There are no early withdrawal penalties on an inherited IRA so an heir could easily blow the stretch. For those worried about their heirs’ financial stability or self-control, a separate IRA trust can help assure that those heirs get the right guidance and take the long view.
There are many reasons that a separate trust just to receive retirement plan assets makes sense. Many attorneys think it can be done with only one master trust, there are many benefits of a separate trust established only to hold retirement plan/IRA assets after death. Just a few of those benefits are:
- A separate trust increases the likelihood that the trusts will survive later planning by another attorney who does not understand or appreciate the complexities of estate planning with IRAs. Attorneys routinely revoke, restate or amend old trusts, but would take more care in doing so with a specially labeled trust.
- A separate trust increases the likelihood of a successor trustee appreciating the complexities of administering separate trusts with IRAs and retirement plan assets. This is especially true of individual trustees where this is more of a problem.
- A separate trust increases the likelihood of the successor trustee not overlooking RMD issues, especially when the decedent was already in pay status.
- A separate trust increases the likelihood that debts, taxes and expenses will not and cannot be paid from the retirement plan trust, which helps to avoid losing Beneficiary Designation status. For the many attorneys who do not often customize their tax payment and apportionment clauses, this is an advantage.

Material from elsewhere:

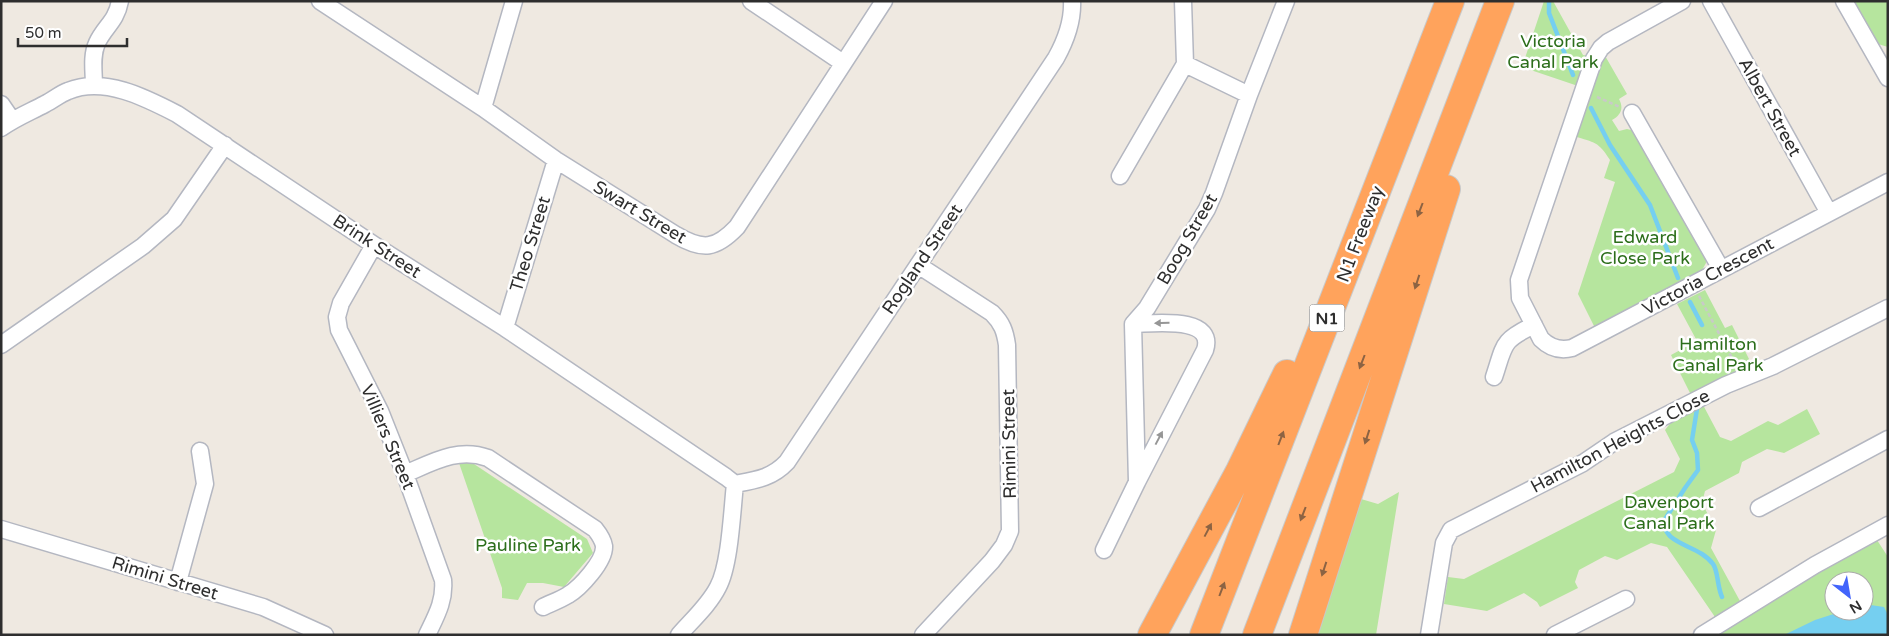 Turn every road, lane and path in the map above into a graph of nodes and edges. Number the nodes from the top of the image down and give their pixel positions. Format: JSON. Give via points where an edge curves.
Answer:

- A separate trust allows the Will and/or Living Trust to be simpler and less confusing to the client. This is especially true for the engineers and other clients who insist on understanding every word and paragraph of the trust.
- A separate trust allows the main Will and/or Living Trust to easily name older beneficiaries, charitable beneficiaries and allow for normal marriage and adoption provisions. It allows the main trust to contain broad general and limited powers of appointment, and other clauses that permit great flexibility – clauses that are problematic in a trust designed to hold retirement plan assets.
- A separate trust allows the living trust to have the broadest spendthrift, no-contest, incentive/disincentive or other clauses that act to restrict or eliminate income payouts to a beneficiary, which would be problematic in a trust designed to hold retirement benefits.
- A separate trust simplifies tracing of the immediate payout of RMDs out to the beneficiary that is required in a conduit trust.
- A separate trust allows clearer directions to trustees to exhaust assets in order of tax preferred priority without worrying about diversification rules overriding tax preferences. For instance, discretionary distributions come out of the trust holding ordinary assets first, then retirement plan assets, then IRAs, then Roth IRA/401(k) trust assets.
- A separate trust makes later amendments simpler, when tax law or retirement asset mix changes the dynamics of the planning. Especially where trusts are designed to potentially accumulate retirement plan assets (aka accumulation trusts) – the state of the tax law is ever evolving with PLRs still coming out to explain the 2002 Regulations. Changing just the beneficiary designation or separate trust years later when things change is easier than reworking the entire master trust.
Many of the problems noted above can also be solved through use of a trusteed IRA, which can have even greater administrative simplicity and advantages. However, trusteed IRAs are usually only available for larger accounts and not through all financial advisors. They do not work for working clients with significant retirement plan assets that cannot be rolled over. They may present problems for clients who do not want to change IRA custodians or their current investment advisor. Finally, they can’t provide the maximum restrictions on beneficiaries necessary for special needs trusts and other extreme situations.
For many clients, the idea of a separate trust for IRA/retirement assets makes sense. In those situations, a discussion among you, your client, and a qualified estate planning attorney should yield a result which speaks to all your client’s planning goals while keeping IRA assets intact (and benefiting future generations) for years to come.